I can do this like a boss! After all, I’ve turned older. ;)
Much to what happened last week, on my half-birthday week, on my next post!
maryengmakiling asks: Hello po :D Ako rin po yung nag ask ng tungkol po sa OrCom sa upm po :) Nainspire po talaga ako sainyo :D Nag back read po ako dito sa blog niyo and I can say that you're really successful na :D
HAHAHA! Success is a big word, honey!! There should me more coming my way, God-willing. But yes, I’m blessed with a really great job right now. Fact is, this is not just me. My batchmates, too, have really awesome jobs. So hands down to OrCom, the professors and everyone that helped us go to where we are now.
And thanks for the visit. I never knew I could inspire people with my random entries here. And I did not consider how my ‘random entries’ can be associated to OrCom (HAHAHA!! @babblingbarry will slap me when he sees this!).
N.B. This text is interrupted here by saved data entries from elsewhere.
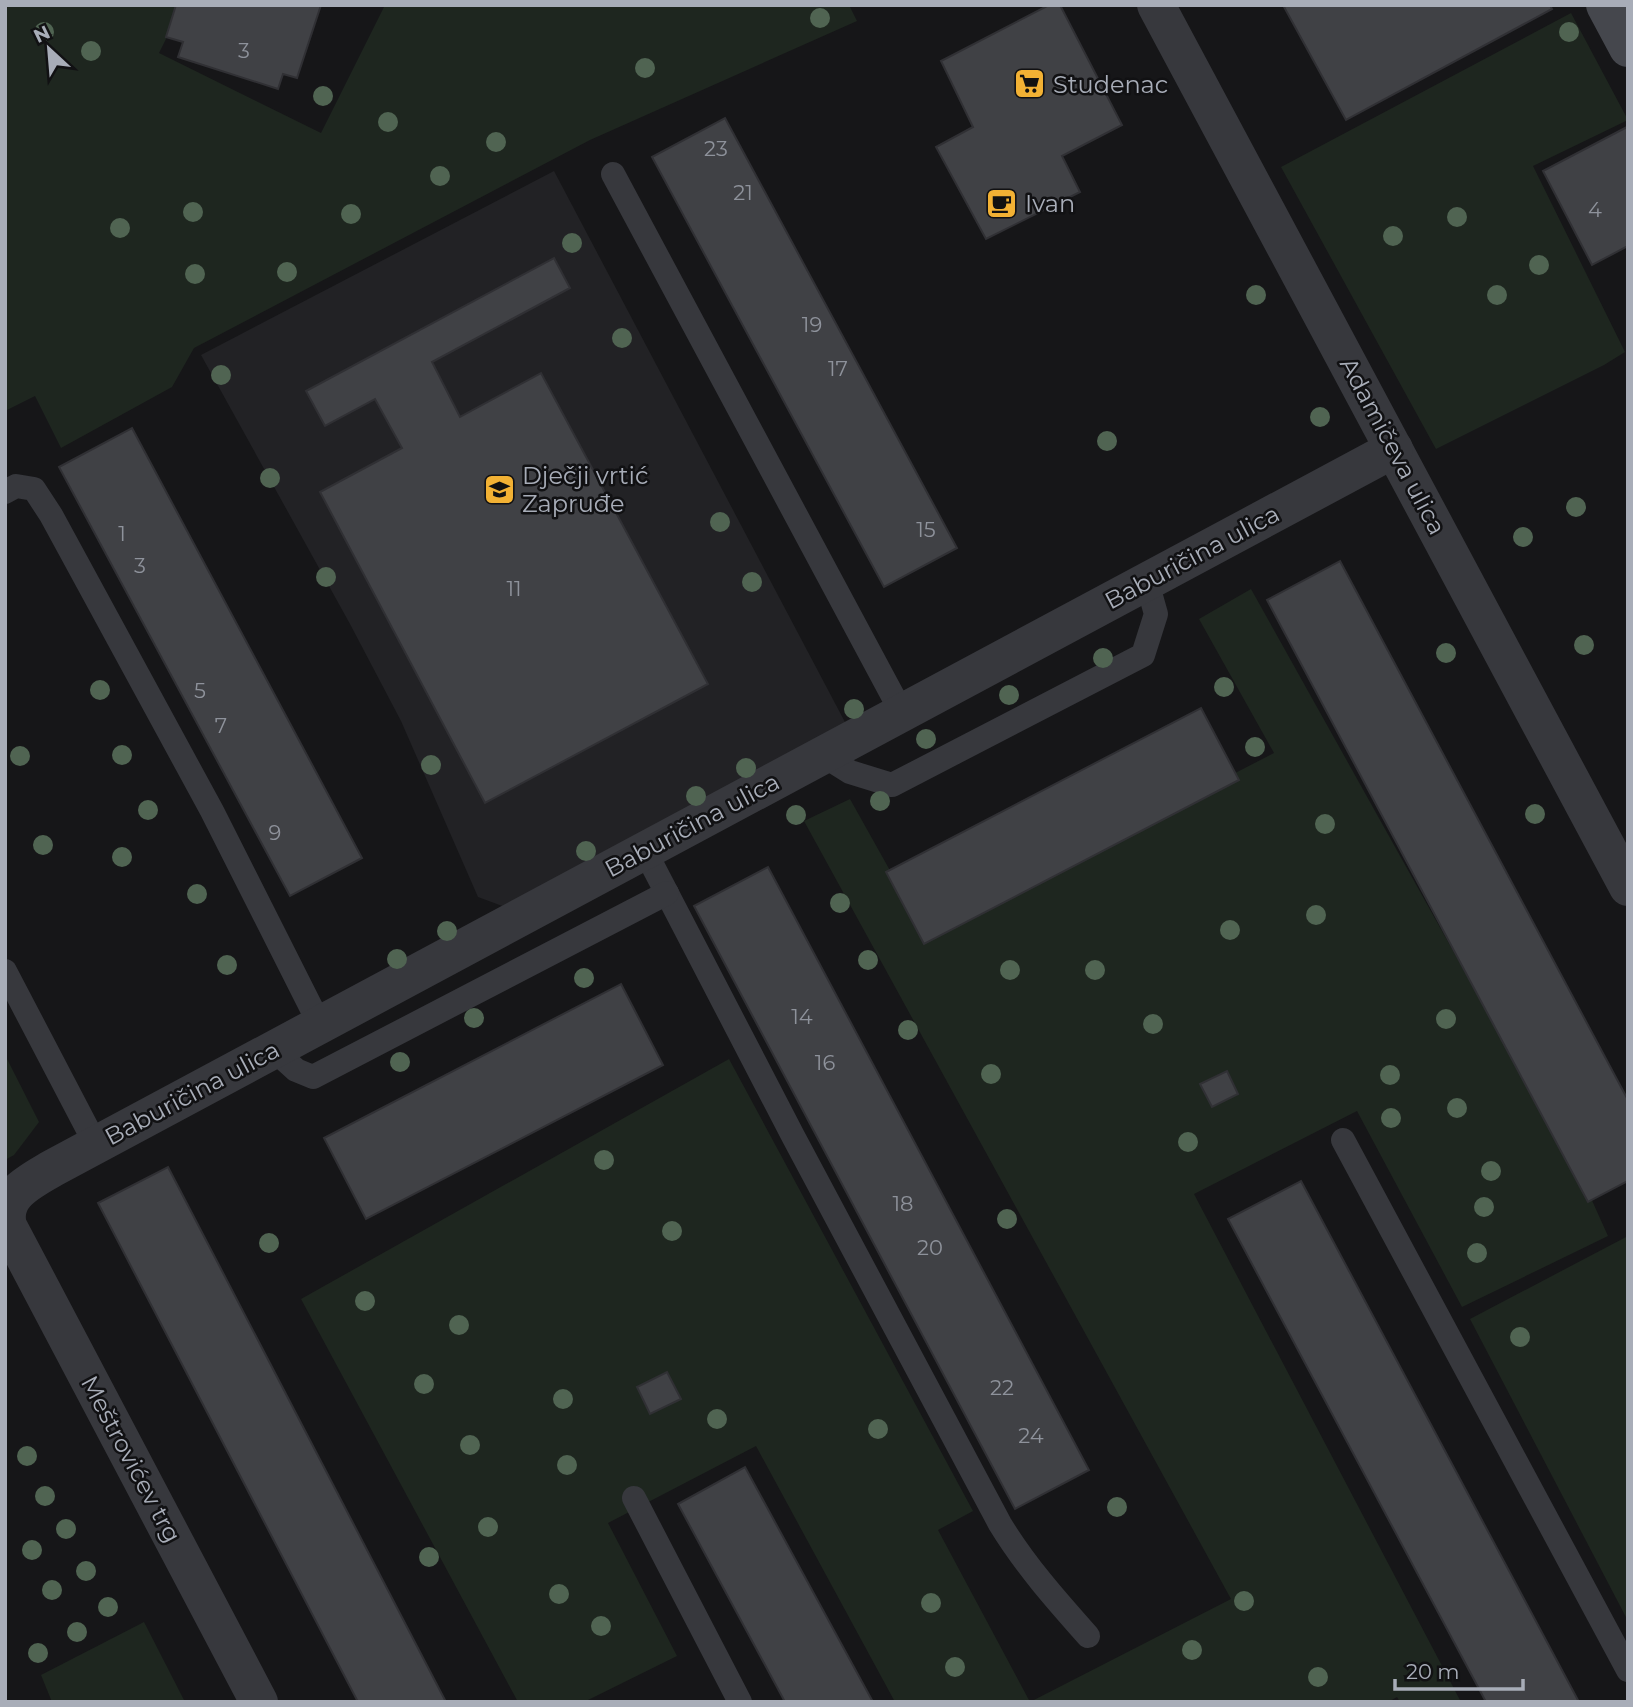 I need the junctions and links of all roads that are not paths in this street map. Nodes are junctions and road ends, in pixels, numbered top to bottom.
1 (1156, 5) edge
2 (1605, 5) edge
3 (1628, 48) edge
4 (613, 174) dead end
5 (1394, 449) junction
6 (5, 492) edge
7 (1147, 582) junction
8 (902, 713) junction
9 (823, 755) junction
10 (645, 851) junction
11 (1628, 887) edge
12 (667, 893) junction
13 (5, 971) edge
14 (320, 1025) junction
15 (274, 1049) junction
16 (1343, 1140) dead end
17 (96, 1145) junction
18 (5, 1216) edge
19 (634, 1498) dead end
20 (1088, 1636) dead end
21 (1628, 1670) edge
22 (259, 1702) edge
23 (740, 1702) edge

1 - 5 street, Adamičeva ulica
2 - 3 main road
4 - 8 lane
5 - 7 street, Baburičina ulica
5 - 11 street, Adamičeva ulica
6 - 14 lane
7 - 8 street, Baburičina ulica
7 - 9 lane
8 - 9 street, Baburičina ulica
9 - 10 street, Baburičina ulica
10 - 12 lane
10 - 14 street, Baburičina ulica
12 - 15 lane
12 - 20 lane
13 - 17 lane
14 - 15 street, Baburičina ulica
15 - 17 street, Baburičina ulica
16 - 21 lane
17 - 18 street, Baburičina ulica
18 - 22 street, Meštrovićev trg
19 - 23 lane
Hope to meet you when you’re in OrCom already! Do well in UPCAT! God bless! :)
Anonymous asks: hello po! Im planning to take Orcom in upm po sana :) first choice ko po sana to eh :D Hindi po ba nakaka-sisi kunin ang course na ito? Thankyou po sa response kung sakali :D
Hi there! I want to say you won’t regret taking OrCom, but I want to be objective with my answer. I don’t know your interests but let me answer your question based on mine.
I don’t regret taking OrCom. Never did, not even a bit. I love the course and everything about it. It has a good mix of communication and business in its curriculum. It actually prepared us in a wider range of career choices. Graduates of OrCom went into advertising, public relations, marketing, human resources, corporate communications and other comm and media-related fields.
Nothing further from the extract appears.